Our way down was faster but scarier due to the shale rock that was always giving way under foot.  Both of our guides at this time had two of the children on their backs, while Trent and his father took turns with some of the other kids.  We only had one fall from Leah who scraped her knee and an elbow.  She came up smiling from the fall and was rather proud of her scrapes for the rest of the trip.  Of course this could have been avoided if I had dressed my kids properly for this adventure.

Trent coming down the bottom part of the trail
with Bella, 3, on his shoulders
March 2010

At the end of the shale our horses and their handlers were there to greet us and they had a simple lunch of pre-made sandwiches, chips and bottled waters for us to enjoy.  When our lunch was finished we each mounted our steed, and rode that uncomfortable ride back down the rest of the volcano Pacaya.  At the bottom we could see other tourists getting bombarded by stable masters as they started their ascent.  Our kids looked out of place with all of their bright colored clothing, and fresh clean faces.  After this adventure they had new found friendships with their guides, a hike to an active volcano,  and they were starting to get a  real feel of the life of these Guatemalans.

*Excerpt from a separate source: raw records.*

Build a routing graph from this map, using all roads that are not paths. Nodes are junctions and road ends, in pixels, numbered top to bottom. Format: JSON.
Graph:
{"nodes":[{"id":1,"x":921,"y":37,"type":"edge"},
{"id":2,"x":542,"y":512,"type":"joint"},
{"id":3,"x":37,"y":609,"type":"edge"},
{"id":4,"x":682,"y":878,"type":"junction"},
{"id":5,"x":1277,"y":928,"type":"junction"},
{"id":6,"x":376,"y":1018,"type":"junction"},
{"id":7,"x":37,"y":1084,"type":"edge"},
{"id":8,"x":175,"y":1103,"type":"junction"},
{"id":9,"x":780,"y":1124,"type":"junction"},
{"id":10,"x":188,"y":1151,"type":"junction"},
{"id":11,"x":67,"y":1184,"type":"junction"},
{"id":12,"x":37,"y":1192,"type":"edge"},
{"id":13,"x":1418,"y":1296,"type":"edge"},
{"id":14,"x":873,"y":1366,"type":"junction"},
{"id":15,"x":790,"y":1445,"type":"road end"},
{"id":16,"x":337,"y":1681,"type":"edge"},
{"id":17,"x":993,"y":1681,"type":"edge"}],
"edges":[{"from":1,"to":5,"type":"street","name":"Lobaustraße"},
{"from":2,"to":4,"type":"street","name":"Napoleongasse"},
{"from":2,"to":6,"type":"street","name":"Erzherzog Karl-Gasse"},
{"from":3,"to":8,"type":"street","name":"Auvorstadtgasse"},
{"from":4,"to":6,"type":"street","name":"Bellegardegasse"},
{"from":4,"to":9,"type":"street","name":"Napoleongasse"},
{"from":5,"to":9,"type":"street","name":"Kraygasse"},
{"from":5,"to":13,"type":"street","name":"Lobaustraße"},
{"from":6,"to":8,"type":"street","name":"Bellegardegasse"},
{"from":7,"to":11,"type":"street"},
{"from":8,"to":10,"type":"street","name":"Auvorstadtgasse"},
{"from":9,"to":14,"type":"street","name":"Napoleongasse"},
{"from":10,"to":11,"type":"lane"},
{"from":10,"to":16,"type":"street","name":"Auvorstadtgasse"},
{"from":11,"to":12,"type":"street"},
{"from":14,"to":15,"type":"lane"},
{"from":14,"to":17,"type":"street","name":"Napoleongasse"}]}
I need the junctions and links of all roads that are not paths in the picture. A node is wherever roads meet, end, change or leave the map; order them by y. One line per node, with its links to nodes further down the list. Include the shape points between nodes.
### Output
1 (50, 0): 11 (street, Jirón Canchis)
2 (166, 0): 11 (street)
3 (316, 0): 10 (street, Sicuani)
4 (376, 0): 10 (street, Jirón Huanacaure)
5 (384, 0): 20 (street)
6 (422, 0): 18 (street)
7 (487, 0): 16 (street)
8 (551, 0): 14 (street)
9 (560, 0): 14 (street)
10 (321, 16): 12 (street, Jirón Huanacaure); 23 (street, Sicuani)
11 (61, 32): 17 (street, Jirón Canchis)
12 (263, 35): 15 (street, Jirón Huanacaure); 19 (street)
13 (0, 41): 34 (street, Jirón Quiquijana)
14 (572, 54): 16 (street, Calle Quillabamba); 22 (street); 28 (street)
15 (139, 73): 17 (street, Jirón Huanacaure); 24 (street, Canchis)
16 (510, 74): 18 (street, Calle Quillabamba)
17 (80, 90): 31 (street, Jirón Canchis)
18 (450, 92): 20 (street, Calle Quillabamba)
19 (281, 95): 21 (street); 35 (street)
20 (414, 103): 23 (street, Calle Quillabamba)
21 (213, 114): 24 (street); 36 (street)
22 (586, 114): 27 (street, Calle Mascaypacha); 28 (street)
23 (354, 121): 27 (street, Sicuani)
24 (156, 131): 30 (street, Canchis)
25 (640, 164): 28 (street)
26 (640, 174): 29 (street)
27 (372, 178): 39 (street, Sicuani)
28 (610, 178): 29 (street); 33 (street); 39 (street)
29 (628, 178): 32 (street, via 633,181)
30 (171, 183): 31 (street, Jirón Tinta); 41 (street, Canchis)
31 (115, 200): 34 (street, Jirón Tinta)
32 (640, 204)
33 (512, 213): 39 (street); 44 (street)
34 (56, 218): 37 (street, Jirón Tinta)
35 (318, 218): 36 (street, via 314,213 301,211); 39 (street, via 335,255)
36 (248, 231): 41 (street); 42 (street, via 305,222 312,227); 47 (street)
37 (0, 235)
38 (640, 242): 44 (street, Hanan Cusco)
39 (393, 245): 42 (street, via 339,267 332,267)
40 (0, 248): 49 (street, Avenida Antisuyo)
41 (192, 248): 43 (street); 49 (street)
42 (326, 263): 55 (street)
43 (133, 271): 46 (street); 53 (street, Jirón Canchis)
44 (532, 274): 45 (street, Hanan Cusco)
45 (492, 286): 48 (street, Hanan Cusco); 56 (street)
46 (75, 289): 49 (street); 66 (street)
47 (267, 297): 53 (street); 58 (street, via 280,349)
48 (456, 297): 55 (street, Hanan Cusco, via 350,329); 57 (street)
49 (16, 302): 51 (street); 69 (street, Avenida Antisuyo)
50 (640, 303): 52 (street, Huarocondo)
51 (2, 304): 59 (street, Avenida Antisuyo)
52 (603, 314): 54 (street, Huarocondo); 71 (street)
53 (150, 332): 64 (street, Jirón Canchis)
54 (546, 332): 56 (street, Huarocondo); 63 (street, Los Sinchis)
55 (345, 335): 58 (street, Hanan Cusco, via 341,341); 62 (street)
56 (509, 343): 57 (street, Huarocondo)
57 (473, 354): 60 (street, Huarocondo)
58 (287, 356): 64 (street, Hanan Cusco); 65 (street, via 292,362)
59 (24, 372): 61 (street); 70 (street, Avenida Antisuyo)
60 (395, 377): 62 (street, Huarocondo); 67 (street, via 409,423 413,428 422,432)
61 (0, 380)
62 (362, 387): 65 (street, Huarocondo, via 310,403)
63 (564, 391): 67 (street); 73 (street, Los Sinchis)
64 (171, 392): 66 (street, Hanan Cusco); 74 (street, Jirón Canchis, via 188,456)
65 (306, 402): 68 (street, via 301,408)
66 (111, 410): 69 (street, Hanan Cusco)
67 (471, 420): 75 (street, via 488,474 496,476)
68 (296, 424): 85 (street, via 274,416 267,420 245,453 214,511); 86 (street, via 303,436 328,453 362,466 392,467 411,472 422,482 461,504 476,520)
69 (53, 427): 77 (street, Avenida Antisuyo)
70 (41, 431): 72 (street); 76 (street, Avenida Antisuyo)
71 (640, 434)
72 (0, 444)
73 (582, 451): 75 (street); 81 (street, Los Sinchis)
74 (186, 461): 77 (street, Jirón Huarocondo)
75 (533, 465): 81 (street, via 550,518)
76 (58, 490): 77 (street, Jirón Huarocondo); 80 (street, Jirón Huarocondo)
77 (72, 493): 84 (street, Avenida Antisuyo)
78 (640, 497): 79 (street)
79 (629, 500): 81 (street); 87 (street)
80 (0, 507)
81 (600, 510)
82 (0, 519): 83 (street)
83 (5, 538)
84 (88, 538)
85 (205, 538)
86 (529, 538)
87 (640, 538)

Some of the children that were selling the marshmallows at the base
March 2010
A picture of Mount Pacaya during its eruption
 May 27, 2010

*Tip #2 Always check these attractions on-line, www.volcanoexperience.com, before trying to attempt a hike like this.  On May 27, 2010 Mt. Pacaya erupted and a lot ash rained down on Guatemala City and Antigua. That was less than sixty days after this excursion. The Guatemala City airport was closed for two-weeks following the eruption.
*Tip #3 Also, I should warn that sometimes there are burglaries on hikes like this one.  Most of the time if you have a guide and a larger group you will be left alone.  However, do not travel with lots of cash or credit cards during day trips.  Leave that stuff back at the hotel in a safe.  Most of the time these are just desperate people trying to feed their families and so cash is all that they desire.  Be safe and travel in numbers or with locals to avoid situations such as these.